Stacie Banks is running as an Independent for Superintendent of Public Instruction in Arizona.

"It is going to be a lot harder to run as an Independent in the state of Arizona," Banks said.

That's because the state requires Independents get more nomination petition signatures since a registered voter from any party can sign their petitions.

[SPECIAL SECTION: Arizona Politics]

Banks says she needs at least 40,000 signatures and while she says the requirements are simple, meeting them is another story.

"Getting around and getting those 40,000 signatures, getting enough people to listen to my message and hear what I have to say is the challenge," she said.

It's already a crowded field. So far, five other candidates have announced plans to run.

On the Republican side, the candidates are Current Superintendent Diane Douglas, Former U.S. Congressman Frank Riggs, and Educator Tracy Livingston. On the Democratic side, Tempe Councilman David Schapira and teacher Kathy Hoffman have declared.

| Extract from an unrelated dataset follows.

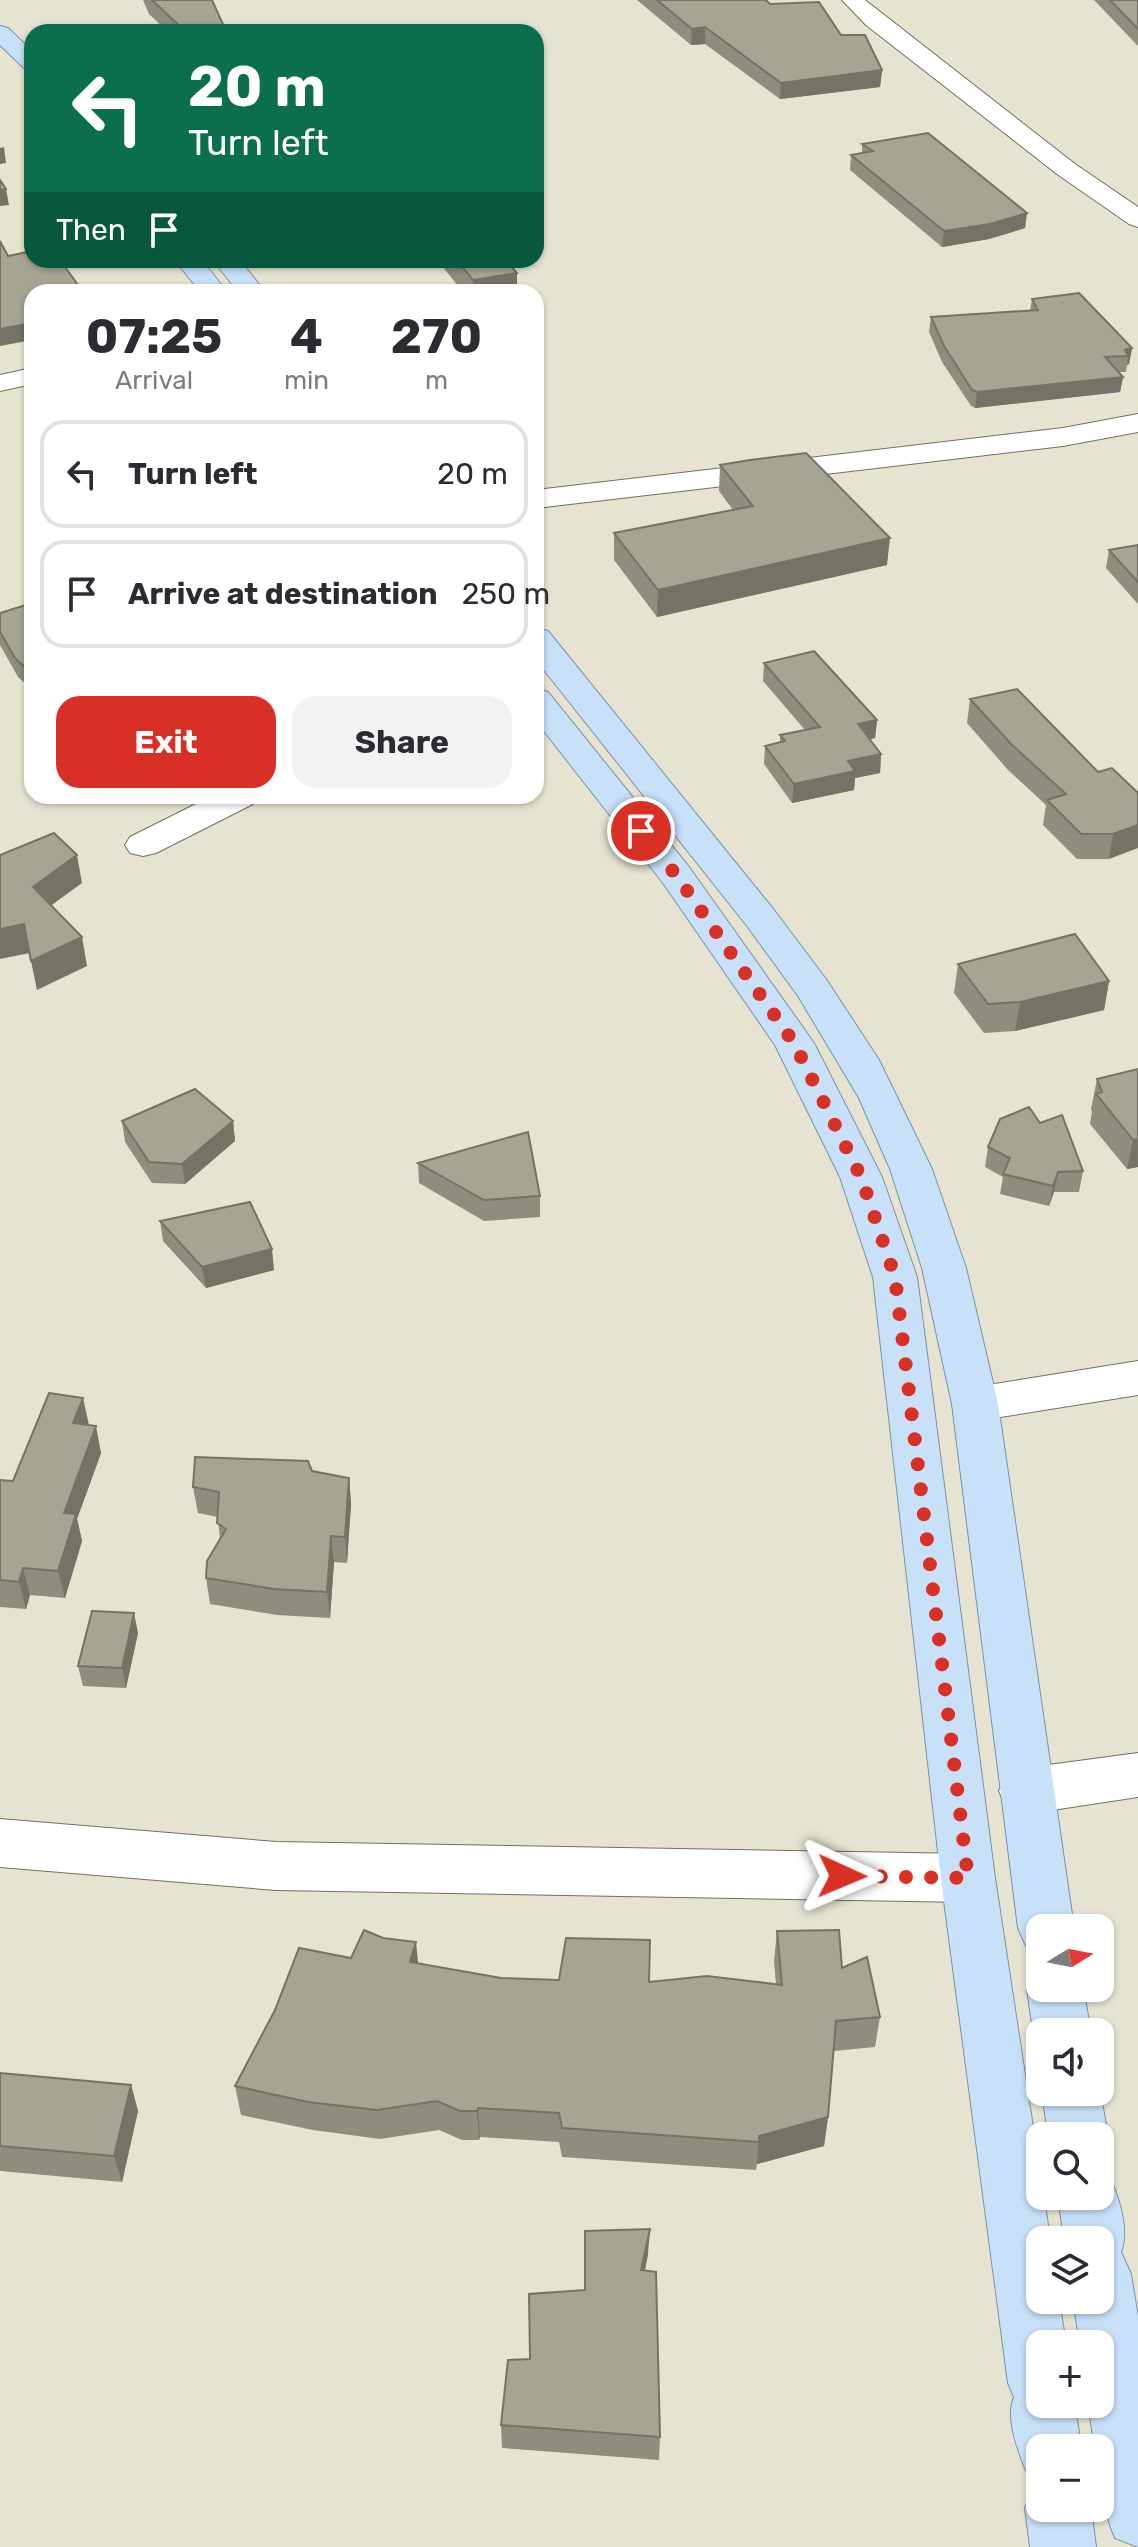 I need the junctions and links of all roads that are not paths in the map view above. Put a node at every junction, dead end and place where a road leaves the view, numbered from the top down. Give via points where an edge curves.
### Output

Banks, who is a former teacher and current assessment and curriculum consultant, does have one advantage. If she's able to get all those signatures, she goes straight through to the 2018 general election, unlike her challengers who have to win primary races.

"My priority always will be the students of Arizona and not a political platform and that's what I'd like people to remember," said Banks.

Her goal is to get 15,000 signatures by the end of the year, she says if she can do that she'll feel confident she has a viable candidacy.